Nous sommes en Thessalie, un peu à l'ouest de Pharsale :
Google Maps
- ϝοικιάτας
= attique οἰκέτης = l'esclave domestique
- les crases : κε̄̓ν = καὶ ἐν ; τε̄̓ς = τὰ
ἐς = attique τὰ
ἐξ ; κἀυτο̑ι = attique καὶ αὐτῷ ; κἀτέλειαν = καὶ ἀτέλειαν et κε̄ὐϝεργέταν = attique καὶ εὐεργέτην.
- κε̄̓ν ταγᾶ κε̄̓ν
ἀταγίαι = en période de
mobilisation et en période sans mobilisation.
L'expression est inconnue en dehors de cette inscription, mais
elle paraît être l'équivalent de l'expression plus usuelle : καὶ ἐν πολέμωι καὶ ἐν εἰρήνηι : en
temps de guerre et en temps de paix.
- ἐξξανακάδε̄ν =
ἐξαναγκάζειν = imposer, faire
respecter.
- ℎυλο̄ρέω = Bruno Helly me signale qu'en réalité ce verbe doit signifier être contrôleur des biens fonds, l'équivalent de notre "inspecteur des Domaines", ce
qui pourrait être l'éponyme (le nom du magistrat qui indique l'année en cours) de cette communauté. Ce mot n'est guère attesté ailleurs dans l'épigraphie, mais il est défini
par Aristote, Politique 1321b, 29-30 :
περὶ τὴν χώραν ἐστὶ καὶ
τὰ περὶ τὰ ἔξω τοῦ ἄστεως : καλοῦσι δὲ τοὺς ἄρχοντας τούτους οἱ μὲν ἀγρονόμους οἱ δ᾽ ὑλωρούς.
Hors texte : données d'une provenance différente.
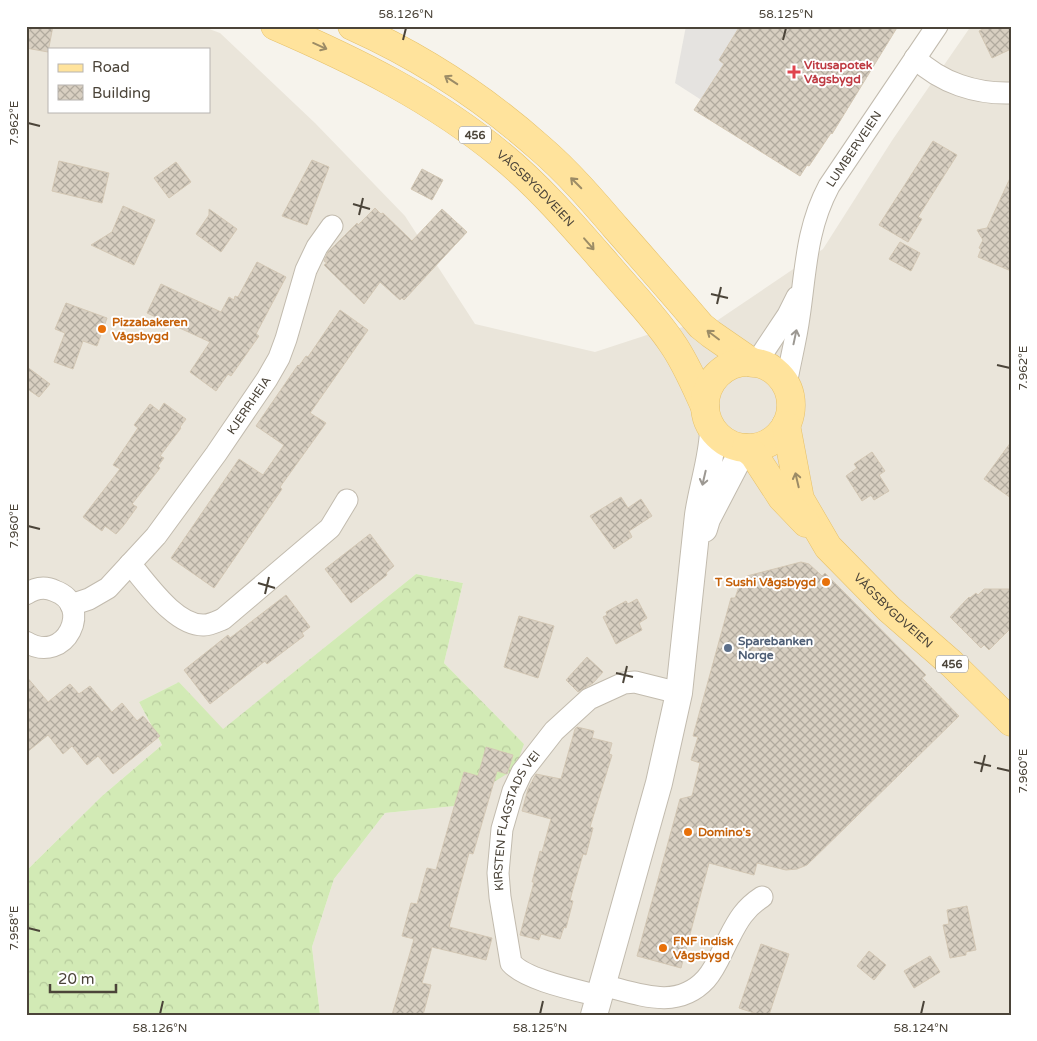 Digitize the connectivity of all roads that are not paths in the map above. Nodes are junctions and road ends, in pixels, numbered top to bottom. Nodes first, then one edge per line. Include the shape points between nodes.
1 (275, 26) edge
2 (352, 26) edge
3 (937, 26) edge
4 (915, 58) junction
5 (1011, 93) edge
6 (332, 226) dead end
7 (803, 285) junction
8 (755, 363) junction
9 (786, 385) junction
10 (709, 419) junction
11 (786, 426) junction
12 (745, 448) junction
13 (347, 500) dead end
14 (823, 540) junction
15 (694, 558) junction
16 (130, 564) junction
17 (26, 594) edge
18 (71, 605) junction
19 (26, 642) edge
20 (679, 693) junction
21 (1011, 722) edge
22 (762, 897) dead end
23 (599, 998) edge

1 -> 10 main road, VÅGSBYGDVEIEN / 456 via 361,65 417,96 502,156 553,204 663,330 684,362
8 -> 2 main road, 456 via 701,326 581,188 498,112 409,55
3 - 4 street, LUMBERVEIEN
4 - 5 street via 947,81 982,91
4 - 7 street, LUMBERVEIEN via 823,199 811,230
6 - 16 street, KJERRHEIA via 306,270 286,339 267,379 156,536
7 - 8 street, LUMBERVEIEN via 788,315
9 -> 7 street, LUMBERVEIEN
8 - 9 main road, 456 via 774,371
8 - 10 main road via 735,365 711,383 706,394
9 - 11 main road, 456 via 791,405
10 - 12 main road, 456 via 727,443
10 -> 15 street via 713,442 701,493
11 - 12 main road via 769,443
14 -> 11 main road, VÅGSBYGDVEIEN / 456 via 800,499
12 - 14 main road, VÅGSBYGDVEIEN / 456 via 782,498
12 - 15 street via 707,519
13 - 16 street via 330,528 223,619 204,625 187,621 172,611
14 - 21 main road, VÅGSBYGDVEIEN / 456 via 889,609
15 - 20 street
16 - 18 street, KJERRHEIA via 108,588
17 - 18 street via 50,588 59,592
18 - 19 street via 73,625 62,642 43,648
20 - 23 street via 663,765
20 - 23 street, KIRSTEN FLAGSTADS VEI via 635,682 624,683 589,699 554,731 522,772 502,829 498,873 511,963 518,970 537,978
22 - 23 street, KIRSTEN FLAGSTADS VEI via 749,905 708,978 691,992 671,998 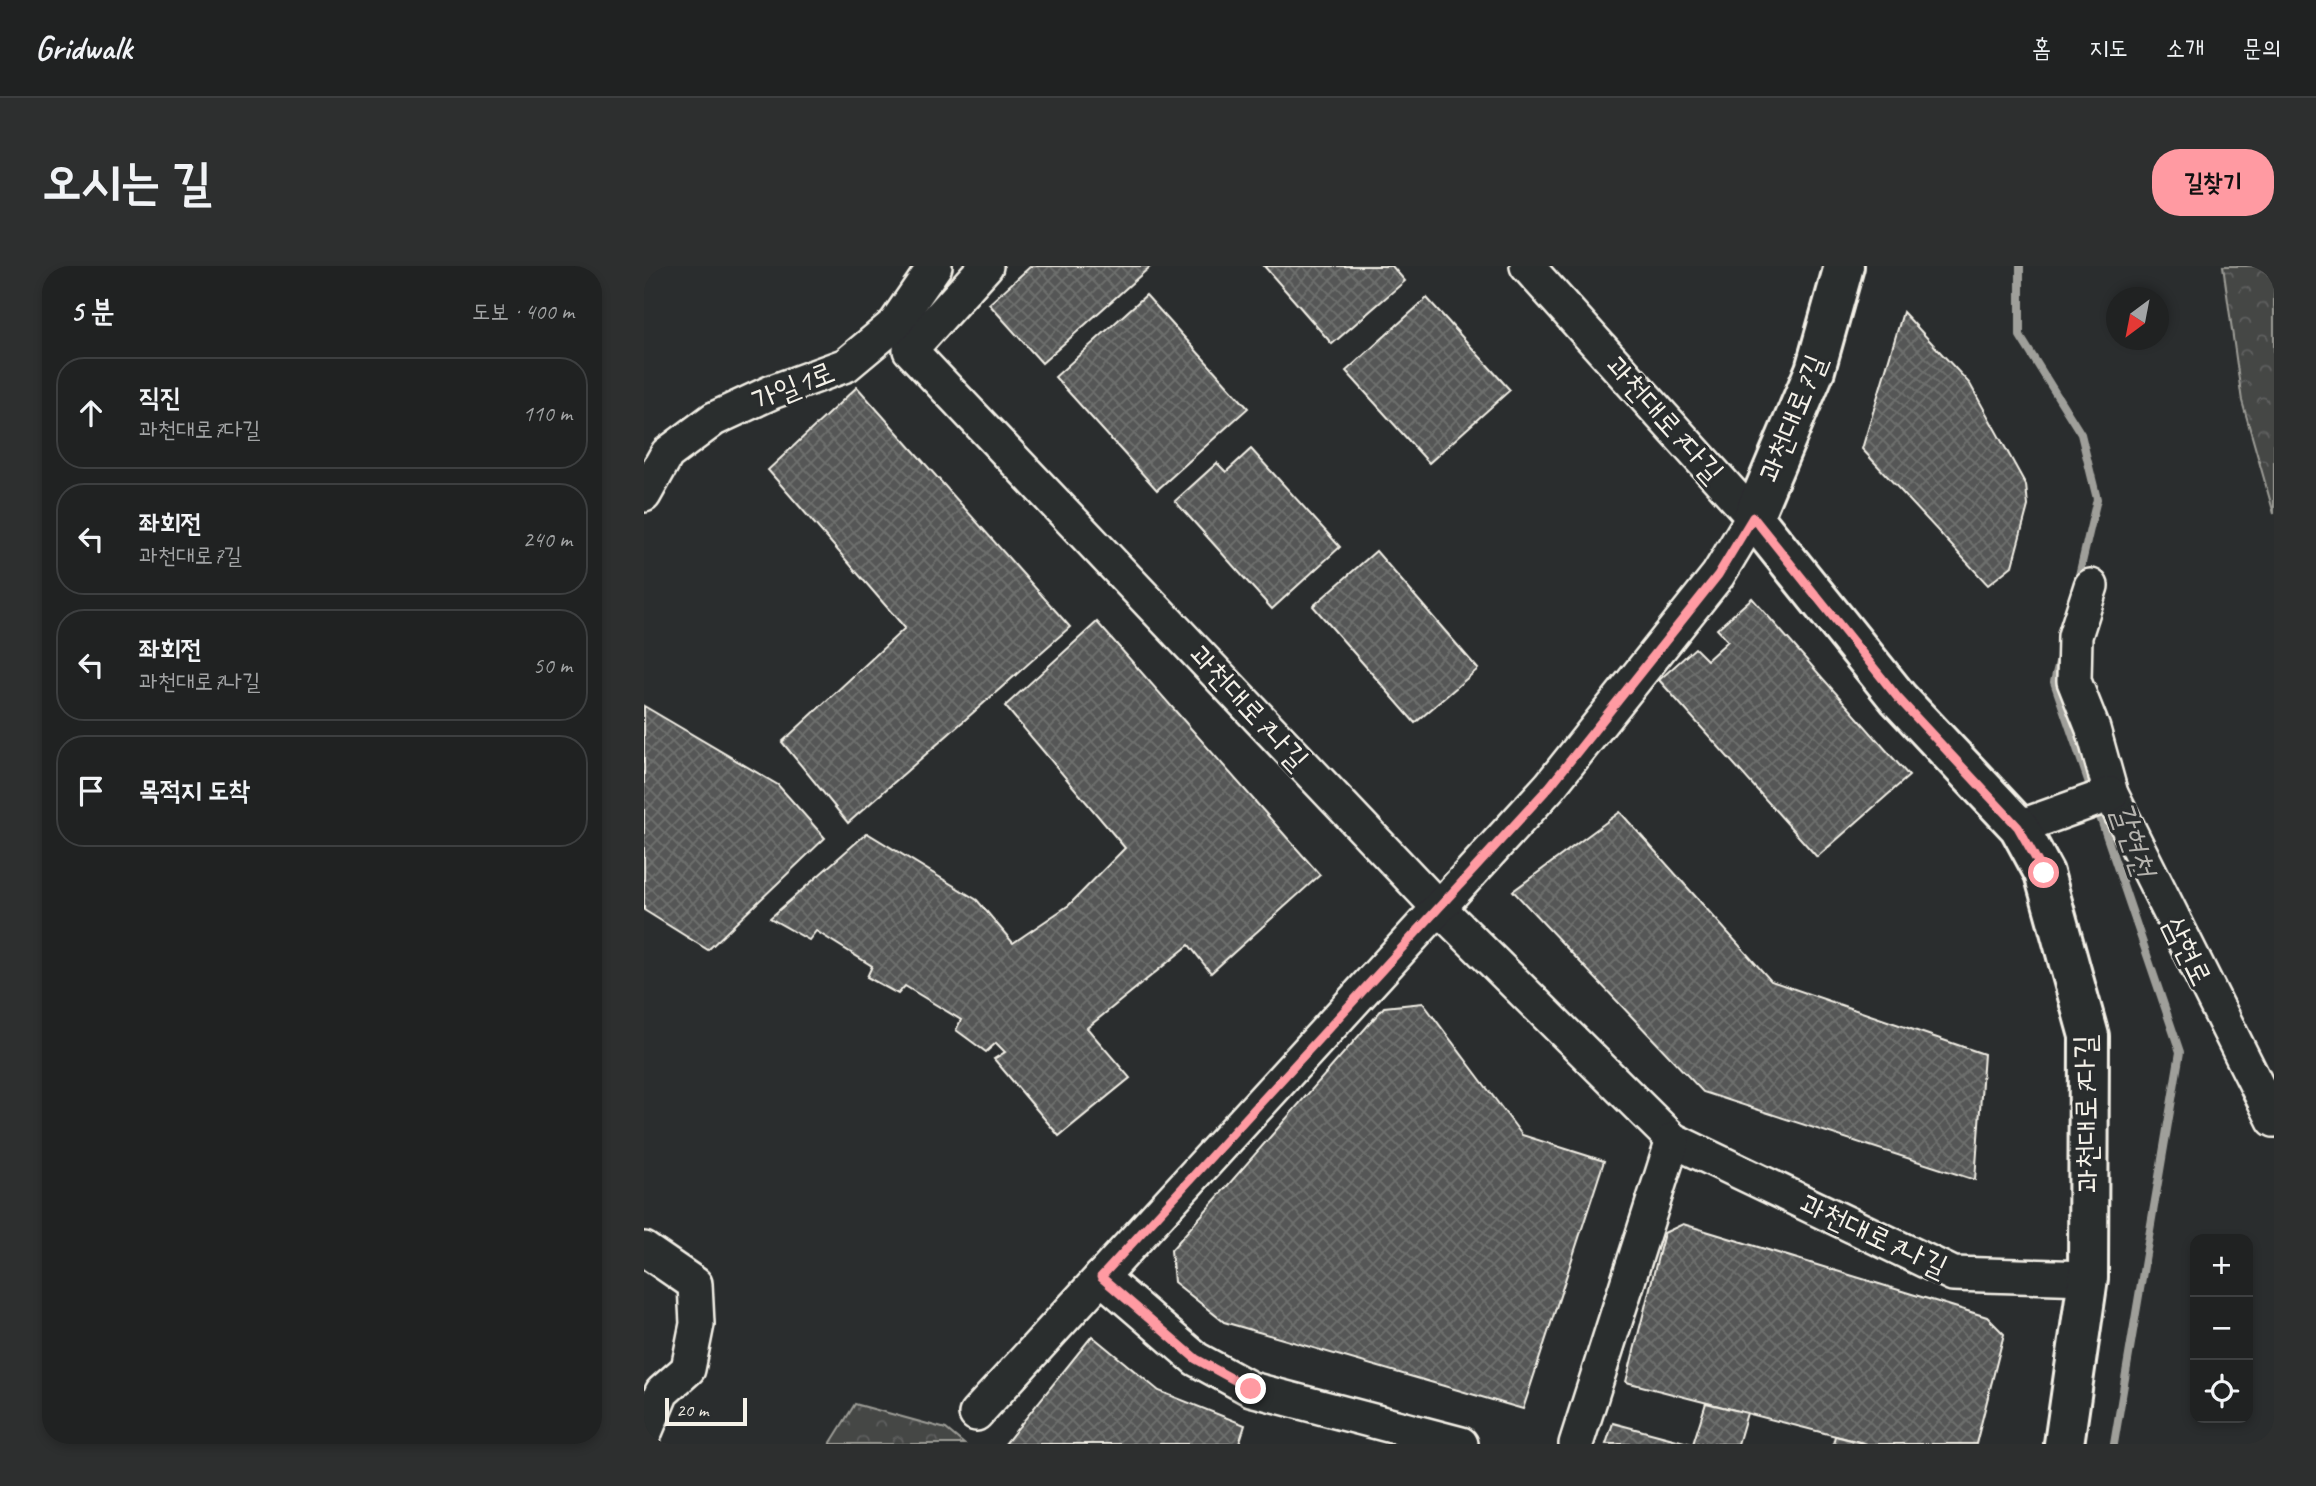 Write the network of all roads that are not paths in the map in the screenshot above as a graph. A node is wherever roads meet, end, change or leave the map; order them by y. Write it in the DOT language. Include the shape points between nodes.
graph roads {
  1 [pos="935,266"];
  2 [pos="986,266"];
  3 [pos="1527,266"];
  4 [pos="1844,266"];
  5 [pos="644,495"];
  6 [pos="1753,517"];
  7 [pos="2091,586"];
  8 [pos="2111,794"];
  9 [pos="2018,827"];
  10 [pos="1438,908"];
  11 [pos="2274,1120"];
  12 [pos="1673,1140"];
  13 [pos="644,1249"];
  14 [pos="1101,1277"];
  15 [pos="2088,1278"];
  16 [pos="976,1413"];
  17 [pos="644,1435"];
  18 [pos="1461,1444"];
  19 [pos="1576,1444"];
  20 [pos="2064,1444"];
  1 -- 5 [label="street, 가일1로" via="895,324 846,365 714,419 667,454"];
  2 -- 10 [label="street, 과천대로7나길" via="910,349"];
  3 -- 6 [label="street, 과천대로7다길"];
  4 -- 6 [label="street, 과천대로7길" via="1815,370"];
  6 -- 9 [label="street, 과천대로7다길" via="1898,698"];
  6 -- 10 [label="street, 과천대로7길" via="1718,575 1550,786"];
  7 -- 8 [label="street, 삼현로" via="2075,636 2074,681"];
  8 -- 9 [label="street"];
  8 -- 11 [label="street, 삼현로"];
  9 -- 15 [label="street, 과천대로7다길" via="2044,873 2089,1036"];
  10 -- 12 [label="street, 과천대로7나길"];
  10 -- 14 [label="street, 과천대로7길"];
  12 -- 15 [label="street, 과천대로7나길" via="1953,1273"];
  12 -- 19 [label="street"];
  13 -- 17 [label="street" via="695,1284 697,1324 688,1369 662,1392"];
  14 -- 16 [label="street, 과천대로7길"];
  14 -- 18 [label="street" via="1196,1359 1251,1389"];
  15 -- 20 [label="street, 과천대로7다길"];
}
(Une autre fonction est également
indispensable, celle qui contrôle le territoire et les espaces hors de
la ville. Et les uns appellent ces magistrats : agronomes (contrôleurs des champs), les autres : hylores. |
et également Politique 1331b, 16-18 :
τοῖς
ἄρχουσιν οὓς
καλοῦσιν οἱ μὲν ὑλωροὺς οἱ δὲ ἀγρονόμους καὶ φυλακτήρια καὶ συσσίτια
πρὸς φυλακὴν ἀναγκαῖον ὑπάρχειν, ἔτι δὲ ἱερὰ κατὰ τὴν χώραν εἶναι
νενεμημένα, τὰ μὲν θεοῖς τὰ δὲ ἥρωσιν.
Pour
les magistrats que les uns appellent
hylores,les autres, agronomes, il faut qu'il y ait des postes de garde et des salles de
réunion pour
leurs tâches de surveillance, et il faut aussi qu'il y ait des
sanctuaires répartis sur le
territoire, dédiés les uns aux dieux, les autres aux héros. |
- χρε̄́μασιν :
ce datif pluriel en -σιν est inhabituel en thessalien.
Michel Lejeune (REG 1941, p. 72) y voit "une forme littéraire
(datif pluriel ionien-attique) plutôt qu'une forme dialectale".
- τε̄̓ς Βελφαίο̄ = τὰ
ἐκ τοῦ Δελφαίου = hors du sanctuaire de Delphaios ou plutôt : appartenant à Delphaios. la préposition ἐς est l'équivalent de
l'attique ἐξ, "hors
de", mais aussi en thessalien : "provenant de, appartenant à".
|
Nous pouvons maintenant tenter
une traduction,
en tenant compte des propositions de Bruno Helly :
Les gens de Thétonion ont accordé à Sotairos, Corinthien,
à lui-même, à sa famille, à ses serviteurs et à ses biens,
la garantie contre toute saisie, l'exemption des taxes,
et ils l'ont fait Bienfaiteur,
en temps de mobilisation comme en temps de paix.
Si quelqu'un enfreignait cette décision,
que le tage en exercice la fasse respecter.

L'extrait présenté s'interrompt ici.